=== Information provided ===
++++
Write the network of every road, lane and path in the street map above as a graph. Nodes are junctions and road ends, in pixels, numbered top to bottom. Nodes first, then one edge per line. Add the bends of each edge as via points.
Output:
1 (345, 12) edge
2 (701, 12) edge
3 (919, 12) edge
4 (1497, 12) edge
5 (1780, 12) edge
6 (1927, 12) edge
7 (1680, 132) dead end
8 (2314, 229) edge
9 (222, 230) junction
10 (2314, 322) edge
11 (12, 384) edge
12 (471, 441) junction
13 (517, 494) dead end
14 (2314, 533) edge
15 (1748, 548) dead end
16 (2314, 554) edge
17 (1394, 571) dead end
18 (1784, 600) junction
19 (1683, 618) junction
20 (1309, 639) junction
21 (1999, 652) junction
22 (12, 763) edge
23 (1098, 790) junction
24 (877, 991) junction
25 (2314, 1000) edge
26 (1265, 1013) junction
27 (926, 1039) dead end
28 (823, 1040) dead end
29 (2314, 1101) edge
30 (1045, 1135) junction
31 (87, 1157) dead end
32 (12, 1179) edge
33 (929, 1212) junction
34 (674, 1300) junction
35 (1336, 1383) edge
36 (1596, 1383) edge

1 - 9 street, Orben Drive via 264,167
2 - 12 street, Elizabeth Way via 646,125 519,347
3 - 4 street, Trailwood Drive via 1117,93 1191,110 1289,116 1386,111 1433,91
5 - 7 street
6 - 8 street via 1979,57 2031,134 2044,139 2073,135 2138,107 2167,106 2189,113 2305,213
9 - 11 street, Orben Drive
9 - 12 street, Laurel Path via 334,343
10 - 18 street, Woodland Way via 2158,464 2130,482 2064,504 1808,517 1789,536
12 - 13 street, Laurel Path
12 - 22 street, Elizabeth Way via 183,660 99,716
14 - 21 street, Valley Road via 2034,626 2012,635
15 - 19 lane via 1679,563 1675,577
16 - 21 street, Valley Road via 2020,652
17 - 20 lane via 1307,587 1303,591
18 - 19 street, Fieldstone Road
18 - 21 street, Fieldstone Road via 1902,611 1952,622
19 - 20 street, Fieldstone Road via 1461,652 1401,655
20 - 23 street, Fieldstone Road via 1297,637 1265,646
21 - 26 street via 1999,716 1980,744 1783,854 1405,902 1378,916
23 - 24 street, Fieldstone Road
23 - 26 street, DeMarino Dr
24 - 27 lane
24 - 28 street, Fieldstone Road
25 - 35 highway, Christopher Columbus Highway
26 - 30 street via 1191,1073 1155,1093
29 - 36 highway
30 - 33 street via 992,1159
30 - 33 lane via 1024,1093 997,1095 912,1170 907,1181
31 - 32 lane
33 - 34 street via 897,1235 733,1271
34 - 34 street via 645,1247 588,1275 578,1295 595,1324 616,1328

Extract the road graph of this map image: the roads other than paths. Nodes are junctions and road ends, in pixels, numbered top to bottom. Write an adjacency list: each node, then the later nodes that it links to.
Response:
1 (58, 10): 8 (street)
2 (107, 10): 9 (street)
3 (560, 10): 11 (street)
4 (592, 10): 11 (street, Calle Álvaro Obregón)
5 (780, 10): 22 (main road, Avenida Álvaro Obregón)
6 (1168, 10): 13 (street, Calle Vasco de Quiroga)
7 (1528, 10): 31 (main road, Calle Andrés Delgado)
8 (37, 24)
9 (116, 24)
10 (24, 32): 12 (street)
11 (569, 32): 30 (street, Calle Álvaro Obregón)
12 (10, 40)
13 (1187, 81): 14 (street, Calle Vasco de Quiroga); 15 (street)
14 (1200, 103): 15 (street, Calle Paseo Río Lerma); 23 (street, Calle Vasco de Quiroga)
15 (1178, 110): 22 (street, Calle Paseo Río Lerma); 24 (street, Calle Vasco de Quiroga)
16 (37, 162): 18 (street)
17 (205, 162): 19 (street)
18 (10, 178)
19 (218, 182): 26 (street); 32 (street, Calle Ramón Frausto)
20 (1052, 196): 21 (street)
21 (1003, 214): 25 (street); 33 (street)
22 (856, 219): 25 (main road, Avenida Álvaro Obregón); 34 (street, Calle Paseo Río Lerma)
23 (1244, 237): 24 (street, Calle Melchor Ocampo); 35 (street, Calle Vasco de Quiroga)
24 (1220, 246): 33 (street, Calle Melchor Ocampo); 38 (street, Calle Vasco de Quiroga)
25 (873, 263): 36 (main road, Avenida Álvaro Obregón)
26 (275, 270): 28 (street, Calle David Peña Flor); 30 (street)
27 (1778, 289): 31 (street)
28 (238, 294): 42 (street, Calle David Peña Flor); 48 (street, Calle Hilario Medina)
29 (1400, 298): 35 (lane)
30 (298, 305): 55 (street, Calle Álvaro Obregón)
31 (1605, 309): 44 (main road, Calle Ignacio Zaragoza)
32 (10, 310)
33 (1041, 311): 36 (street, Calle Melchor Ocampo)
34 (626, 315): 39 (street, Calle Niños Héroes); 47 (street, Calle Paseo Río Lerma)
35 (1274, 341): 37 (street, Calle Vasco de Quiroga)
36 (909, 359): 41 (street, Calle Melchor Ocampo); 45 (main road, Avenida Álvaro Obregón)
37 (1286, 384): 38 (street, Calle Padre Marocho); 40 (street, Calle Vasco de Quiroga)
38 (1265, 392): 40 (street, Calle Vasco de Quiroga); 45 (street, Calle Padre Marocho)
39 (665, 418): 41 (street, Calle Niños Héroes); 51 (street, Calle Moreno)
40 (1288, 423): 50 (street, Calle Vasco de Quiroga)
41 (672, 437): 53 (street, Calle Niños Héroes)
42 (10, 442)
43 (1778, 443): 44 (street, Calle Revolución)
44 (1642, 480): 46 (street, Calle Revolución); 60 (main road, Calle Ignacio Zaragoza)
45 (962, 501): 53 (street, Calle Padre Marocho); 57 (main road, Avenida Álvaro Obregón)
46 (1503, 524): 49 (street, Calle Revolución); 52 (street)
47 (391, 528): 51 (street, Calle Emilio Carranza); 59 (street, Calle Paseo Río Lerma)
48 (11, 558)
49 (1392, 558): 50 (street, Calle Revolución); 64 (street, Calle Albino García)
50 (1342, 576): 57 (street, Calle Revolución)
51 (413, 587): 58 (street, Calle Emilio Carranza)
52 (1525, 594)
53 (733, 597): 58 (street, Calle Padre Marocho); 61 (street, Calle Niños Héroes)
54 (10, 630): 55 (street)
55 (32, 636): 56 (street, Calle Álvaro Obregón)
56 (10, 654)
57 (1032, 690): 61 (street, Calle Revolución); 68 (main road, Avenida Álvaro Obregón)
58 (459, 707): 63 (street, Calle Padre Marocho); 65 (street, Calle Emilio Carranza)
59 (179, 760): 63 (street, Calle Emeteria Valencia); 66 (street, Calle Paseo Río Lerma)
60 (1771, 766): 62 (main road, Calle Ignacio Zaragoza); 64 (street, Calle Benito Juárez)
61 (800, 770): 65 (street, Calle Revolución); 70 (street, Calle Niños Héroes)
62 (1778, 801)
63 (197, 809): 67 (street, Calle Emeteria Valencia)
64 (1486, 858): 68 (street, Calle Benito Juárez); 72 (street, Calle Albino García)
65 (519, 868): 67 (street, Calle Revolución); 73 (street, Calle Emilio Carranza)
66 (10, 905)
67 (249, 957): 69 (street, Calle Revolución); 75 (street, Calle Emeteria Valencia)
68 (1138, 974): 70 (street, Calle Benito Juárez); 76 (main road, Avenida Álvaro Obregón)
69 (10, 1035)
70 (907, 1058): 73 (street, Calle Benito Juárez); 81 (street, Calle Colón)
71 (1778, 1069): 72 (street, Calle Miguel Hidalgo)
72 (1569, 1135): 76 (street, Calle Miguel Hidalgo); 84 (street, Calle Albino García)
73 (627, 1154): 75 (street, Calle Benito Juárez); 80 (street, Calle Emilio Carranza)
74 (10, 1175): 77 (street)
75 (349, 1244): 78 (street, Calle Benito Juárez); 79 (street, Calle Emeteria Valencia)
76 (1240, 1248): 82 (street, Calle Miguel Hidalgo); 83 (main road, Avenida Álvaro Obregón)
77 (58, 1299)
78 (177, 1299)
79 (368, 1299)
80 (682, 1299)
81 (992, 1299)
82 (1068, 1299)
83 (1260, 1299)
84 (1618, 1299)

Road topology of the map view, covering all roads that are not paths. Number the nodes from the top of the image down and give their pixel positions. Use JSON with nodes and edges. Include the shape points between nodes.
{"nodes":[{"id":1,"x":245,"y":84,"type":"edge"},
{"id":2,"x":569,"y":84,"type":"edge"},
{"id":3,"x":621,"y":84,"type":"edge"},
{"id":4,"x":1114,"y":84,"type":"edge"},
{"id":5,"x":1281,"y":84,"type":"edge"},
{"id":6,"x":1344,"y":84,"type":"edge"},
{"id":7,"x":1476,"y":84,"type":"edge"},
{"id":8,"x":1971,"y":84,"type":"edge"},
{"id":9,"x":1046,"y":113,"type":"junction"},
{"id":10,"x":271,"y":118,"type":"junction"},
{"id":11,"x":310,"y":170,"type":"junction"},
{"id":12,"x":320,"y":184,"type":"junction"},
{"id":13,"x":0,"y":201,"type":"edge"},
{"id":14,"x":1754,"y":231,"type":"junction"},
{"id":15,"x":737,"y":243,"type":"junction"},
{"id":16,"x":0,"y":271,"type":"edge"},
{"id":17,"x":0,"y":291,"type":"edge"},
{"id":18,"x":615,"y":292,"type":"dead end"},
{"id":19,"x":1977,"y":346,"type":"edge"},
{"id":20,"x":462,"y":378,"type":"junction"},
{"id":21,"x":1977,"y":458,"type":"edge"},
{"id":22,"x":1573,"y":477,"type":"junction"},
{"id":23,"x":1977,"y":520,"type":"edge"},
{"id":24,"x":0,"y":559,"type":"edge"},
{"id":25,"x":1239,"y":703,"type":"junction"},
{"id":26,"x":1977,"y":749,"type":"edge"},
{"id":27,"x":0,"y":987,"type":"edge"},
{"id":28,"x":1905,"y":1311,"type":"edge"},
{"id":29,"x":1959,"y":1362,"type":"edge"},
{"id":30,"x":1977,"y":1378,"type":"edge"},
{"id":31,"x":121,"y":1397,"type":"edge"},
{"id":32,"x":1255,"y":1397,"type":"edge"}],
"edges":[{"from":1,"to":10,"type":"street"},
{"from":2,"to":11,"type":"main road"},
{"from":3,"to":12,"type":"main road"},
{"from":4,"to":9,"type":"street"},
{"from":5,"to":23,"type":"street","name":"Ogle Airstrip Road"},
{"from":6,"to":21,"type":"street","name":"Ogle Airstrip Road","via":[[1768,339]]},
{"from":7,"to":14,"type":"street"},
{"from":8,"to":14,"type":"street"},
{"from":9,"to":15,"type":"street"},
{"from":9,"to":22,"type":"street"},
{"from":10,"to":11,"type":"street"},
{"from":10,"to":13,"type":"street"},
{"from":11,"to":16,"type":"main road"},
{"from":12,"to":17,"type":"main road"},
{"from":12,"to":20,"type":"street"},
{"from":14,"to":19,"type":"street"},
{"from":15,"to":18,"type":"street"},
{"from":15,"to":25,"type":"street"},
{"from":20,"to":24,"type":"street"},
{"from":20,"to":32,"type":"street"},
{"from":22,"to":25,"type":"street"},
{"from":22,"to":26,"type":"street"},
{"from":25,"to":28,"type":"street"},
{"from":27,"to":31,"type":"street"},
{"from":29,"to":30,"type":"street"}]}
++++
=== Task to complete ===
All lines above with the word "Ignacio" need to be reported.

=== Answer below ===
31 (1605, 309): 44 (main road, Calle Ignacio Zaragoza)
44 (1642, 480): 46 (street, Calle Revolución); 60 (main road, Calle Ignacio Zaragoza)
60 (1771, 766): 62 (main road, Calle Ignacio Zaragoza); 64 (street, Calle Benito Juárez)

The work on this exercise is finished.